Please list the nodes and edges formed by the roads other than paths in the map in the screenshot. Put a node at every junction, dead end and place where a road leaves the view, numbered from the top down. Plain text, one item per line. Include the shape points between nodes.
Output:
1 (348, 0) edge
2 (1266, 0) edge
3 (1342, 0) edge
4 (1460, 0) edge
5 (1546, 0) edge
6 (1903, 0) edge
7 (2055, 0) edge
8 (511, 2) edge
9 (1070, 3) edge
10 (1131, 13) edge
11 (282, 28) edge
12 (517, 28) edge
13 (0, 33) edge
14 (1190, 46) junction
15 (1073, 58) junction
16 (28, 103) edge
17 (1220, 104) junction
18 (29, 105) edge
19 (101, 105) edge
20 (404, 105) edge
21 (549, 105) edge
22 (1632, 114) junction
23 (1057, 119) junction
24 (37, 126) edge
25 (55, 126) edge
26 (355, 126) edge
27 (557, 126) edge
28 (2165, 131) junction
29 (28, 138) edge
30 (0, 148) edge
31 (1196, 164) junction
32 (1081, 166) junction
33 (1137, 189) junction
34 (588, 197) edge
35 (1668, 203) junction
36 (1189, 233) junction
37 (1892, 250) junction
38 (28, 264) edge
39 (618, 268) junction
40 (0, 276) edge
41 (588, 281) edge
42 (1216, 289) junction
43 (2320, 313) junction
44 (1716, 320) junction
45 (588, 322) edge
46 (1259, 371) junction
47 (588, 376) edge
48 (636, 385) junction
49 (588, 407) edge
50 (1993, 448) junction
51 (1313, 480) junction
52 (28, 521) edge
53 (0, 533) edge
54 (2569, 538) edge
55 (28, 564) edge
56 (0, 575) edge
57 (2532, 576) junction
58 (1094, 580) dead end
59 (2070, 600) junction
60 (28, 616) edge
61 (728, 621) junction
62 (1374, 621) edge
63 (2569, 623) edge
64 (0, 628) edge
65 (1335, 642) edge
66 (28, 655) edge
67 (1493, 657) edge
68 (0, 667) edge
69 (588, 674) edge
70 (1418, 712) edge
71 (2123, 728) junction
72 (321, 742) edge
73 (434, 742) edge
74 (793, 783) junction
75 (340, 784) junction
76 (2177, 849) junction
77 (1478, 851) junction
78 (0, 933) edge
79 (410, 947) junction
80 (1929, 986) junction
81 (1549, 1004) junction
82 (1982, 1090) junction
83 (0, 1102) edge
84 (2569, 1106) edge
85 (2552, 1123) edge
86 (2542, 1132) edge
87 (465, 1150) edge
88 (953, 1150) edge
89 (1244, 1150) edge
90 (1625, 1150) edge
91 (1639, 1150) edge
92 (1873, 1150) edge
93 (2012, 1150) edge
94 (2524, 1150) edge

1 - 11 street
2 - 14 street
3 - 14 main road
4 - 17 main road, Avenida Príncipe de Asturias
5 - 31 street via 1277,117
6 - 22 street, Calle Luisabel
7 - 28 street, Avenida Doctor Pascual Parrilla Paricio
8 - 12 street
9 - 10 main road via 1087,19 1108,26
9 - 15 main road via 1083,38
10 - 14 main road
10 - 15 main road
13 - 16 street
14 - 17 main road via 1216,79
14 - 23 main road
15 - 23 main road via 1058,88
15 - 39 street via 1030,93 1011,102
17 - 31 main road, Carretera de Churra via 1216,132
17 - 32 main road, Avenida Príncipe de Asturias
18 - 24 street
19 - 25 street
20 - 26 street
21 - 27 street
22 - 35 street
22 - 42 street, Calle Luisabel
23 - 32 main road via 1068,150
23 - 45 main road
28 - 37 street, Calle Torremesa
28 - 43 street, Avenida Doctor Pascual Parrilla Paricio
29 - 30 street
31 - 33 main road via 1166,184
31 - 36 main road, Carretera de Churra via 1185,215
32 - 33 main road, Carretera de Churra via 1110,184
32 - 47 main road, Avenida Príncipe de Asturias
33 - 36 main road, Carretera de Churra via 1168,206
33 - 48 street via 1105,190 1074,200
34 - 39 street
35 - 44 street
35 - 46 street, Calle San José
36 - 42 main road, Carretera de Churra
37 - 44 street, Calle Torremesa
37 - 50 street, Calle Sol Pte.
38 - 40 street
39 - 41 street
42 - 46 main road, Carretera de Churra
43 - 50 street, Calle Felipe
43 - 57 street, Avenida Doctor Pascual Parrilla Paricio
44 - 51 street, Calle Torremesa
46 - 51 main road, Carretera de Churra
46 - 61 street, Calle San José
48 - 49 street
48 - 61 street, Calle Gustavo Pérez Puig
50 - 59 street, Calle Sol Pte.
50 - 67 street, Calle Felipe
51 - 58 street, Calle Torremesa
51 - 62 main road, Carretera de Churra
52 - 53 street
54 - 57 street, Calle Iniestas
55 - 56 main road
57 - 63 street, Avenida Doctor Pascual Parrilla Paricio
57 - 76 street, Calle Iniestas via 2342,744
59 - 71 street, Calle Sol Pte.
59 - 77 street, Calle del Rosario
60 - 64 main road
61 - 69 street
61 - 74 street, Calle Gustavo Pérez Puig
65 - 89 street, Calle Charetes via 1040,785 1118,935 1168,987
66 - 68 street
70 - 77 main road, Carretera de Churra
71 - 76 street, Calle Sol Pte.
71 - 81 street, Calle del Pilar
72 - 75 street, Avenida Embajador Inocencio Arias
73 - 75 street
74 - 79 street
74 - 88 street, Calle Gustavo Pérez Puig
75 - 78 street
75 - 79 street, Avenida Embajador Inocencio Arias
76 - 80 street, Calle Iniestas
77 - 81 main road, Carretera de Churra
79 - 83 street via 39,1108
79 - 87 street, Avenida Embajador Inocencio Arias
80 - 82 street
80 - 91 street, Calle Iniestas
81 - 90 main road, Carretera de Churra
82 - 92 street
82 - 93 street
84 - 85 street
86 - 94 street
# # # # #
◆ **Requirement**
Without altering a single word, reproduce the entries above.

◆ **Answer area**
Please list the nodes and edges formed by the roads other than paths in the map in the screenshot. Put a node at every junction, dead end and place where a road leaves the view, numbered from the top down. Plain text, one item per line. Include the shape points between nodes.
Output:
1 (348, 0) edge
2 (1266, 0) edge
3 (1342, 0) edge
4 (1460, 0) edge
5 (1546, 0) edge
6 (1903, 0) edge
7 (2055, 0) edge
8 (511, 2) edge
9 (1070, 3) edge
10 (1131, 13) edge
11 (282, 28) edge
12 (517, 28) edge
13 (0, 33) edge
14 (1190, 46) junction
15 (1073, 58) junction
16 (28, 103) edge
17 (1220, 104) junction
18 (29, 105) edge
19 (101, 105) edge
20 (404, 105) edge
21 (549, 105) edge
22 (1632, 114) junction
23 (1057, 119) junction
24 (37, 126) edge
25 (55, 126) edge
26 (355, 126) edge
27 (557, 126) edge
28 (2165, 131) junction
29 (28, 138) edge
30 (0, 148) edge
31 (1196, 164) junction
32 (1081, 166) junction
33 (1137, 189) junction
34 (588, 197) edge
35 (1668, 203) junction
36 (1189, 233) junction
37 (1892, 250) junction
38 (28, 264) edge
39 (618, 268) junction
40 (0, 276) edge
41 (588, 281) edge
42 (1216, 289) junction
43 (2320, 313) junction
44 (1716, 320) junction
45 (588, 322) edge
46 (1259, 371) junction
47 (588, 376) edge
48 (636, 385) junction
49 (588, 407) edge
50 (1993, 448) junction
51 (1313, 480) junction
52 (28, 521) edge
53 (0, 533) edge
54 (2569, 538) edge
55 (28, 564) edge
56 (0, 575) edge
57 (2532, 576) junction
58 (1094, 580) dead end
59 (2070, 600) junction
60 (28, 616) edge
61 (728, 621) junction
62 (1374, 621) edge
63 (2569, 623) edge
64 (0, 628) edge
65 (1335, 642) edge
66 (28, 655) edge
67 (1493, 657) edge
68 (0, 667) edge
69 (588, 674) edge
70 (1418, 712) edge
71 (2123, 728) junction
72 (321, 742) edge
73 (434, 742) edge
74 (793, 783) junction
75 (340, 784) junction
76 (2177, 849) junction
77 (1478, 851) junction
78 (0, 933) edge
79 (410, 947) junction
80 (1929, 986) junction
81 (1549, 1004) junction
82 (1982, 1090) junction
83 (0, 1102) edge
84 (2569, 1106) edge
85 (2552, 1123) edge
86 (2542, 1132) edge
87 (465, 1150) edge
88 (953, 1150) edge
89 (1244, 1150) edge
90 (1625, 1150) edge
91 (1639, 1150) edge
92 (1873, 1150) edge
93 (2012, 1150) edge
94 (2524, 1150) edge

1 - 11 street
2 - 14 street
3 - 14 main road
4 - 17 main road, Avenida Príncipe de Asturias
5 - 31 street via 1277,117
6 - 22 street, Calle Luisabel
7 - 28 street, Avenida Doctor Pascual Parrilla Paricio
8 - 12 street
9 - 10 main road via 1087,19 1108,26
9 - 15 main road via 1083,38
10 - 14 main road
10 - 15 main road
13 - 16 street
14 - 17 main road via 1216,79
14 - 23 main road
15 - 23 main road via 1058,88
15 - 39 street via 1030,93 1011,102
17 - 31 main road, Carretera de Churra via 1216,132
17 - 32 main road, Avenida Príncipe de Asturias
18 - 24 street
19 - 25 street
20 - 26 street
21 - 27 street
22 - 35 street
22 - 42 street, Calle Luisabel
23 - 32 main road via 1068,150
23 - 45 main road
28 - 37 street, Calle Torremesa
28 - 43 street, Avenida Doctor Pascual Parrilla Paricio
29 - 30 street
31 - 33 main road via 1166,184
31 - 36 main road, Carretera de Churra via 1185,215
32 - 33 main road, Carretera de Churra via 1110,184
32 - 47 main road, Avenida Príncipe de Asturias
33 - 36 main road, Carretera de Churra via 1168,206
33 - 48 street via 1105,190 1074,200
34 - 39 street
35 - 44 street
35 - 46 street, Calle San José
36 - 42 main road, Carretera de Churra
37 - 44 street, Calle Torremesa
37 - 50 street, Calle Sol Pte.
38 - 40 street
39 - 41 street
42 - 46 main road, Carretera de Churra
43 - 50 street, Calle Felipe
43 - 57 street, Avenida Doctor Pascual Parrilla Paricio
44 - 51 street, Calle Torremesa
46 - 51 main road, Carretera de Churra
46 - 61 street, Calle San José
48 - 49 street
48 - 61 street, Calle Gustavo Pérez Puig
50 - 59 street, Calle Sol Pte.
50 - 67 street, Calle Felipe
51 - 58 street, Calle Torremesa
51 - 62 main road, Carretera de Churra
52 - 53 street
54 - 57 street, Calle Iniestas
55 - 56 main road
57 - 63 street, Avenida Doctor Pascual Parrilla Paricio
57 - 76 street, Calle Iniestas via 2342,744
59 - 71 street, Calle Sol Pte.
59 - 77 street, Calle del Rosario
60 - 64 main road
61 - 69 street
61 - 74 street, Calle Gustavo Pérez Puig
65 - 89 street, Calle Charetes via 1040,785 1118,935 1168,987
66 - 68 street
70 - 77 main road, Carretera de Churra
71 - 76 street, Calle Sol Pte.
71 - 81 street, Calle del Pilar
72 - 75 street, Avenida Embajador Inocencio Arias
73 - 75 street
74 - 79 street
74 - 88 street, Calle Gustavo Pérez Puig
75 - 78 street
75 - 79 street, Avenida Embajador Inocencio Arias
76 - 80 street, Calle Iniestas
77 - 81 main road, Carretera de Churra
79 - 83 street via 39,1108
79 - 87 street, Avenida Embajador Inocencio Arias
80 - 82 street
80 - 91 street, Calle Iniestas
81 - 90 main road, Carretera de Churra
82 - 92 street
82 - 93 street
84 - 85 street
86 - 94 street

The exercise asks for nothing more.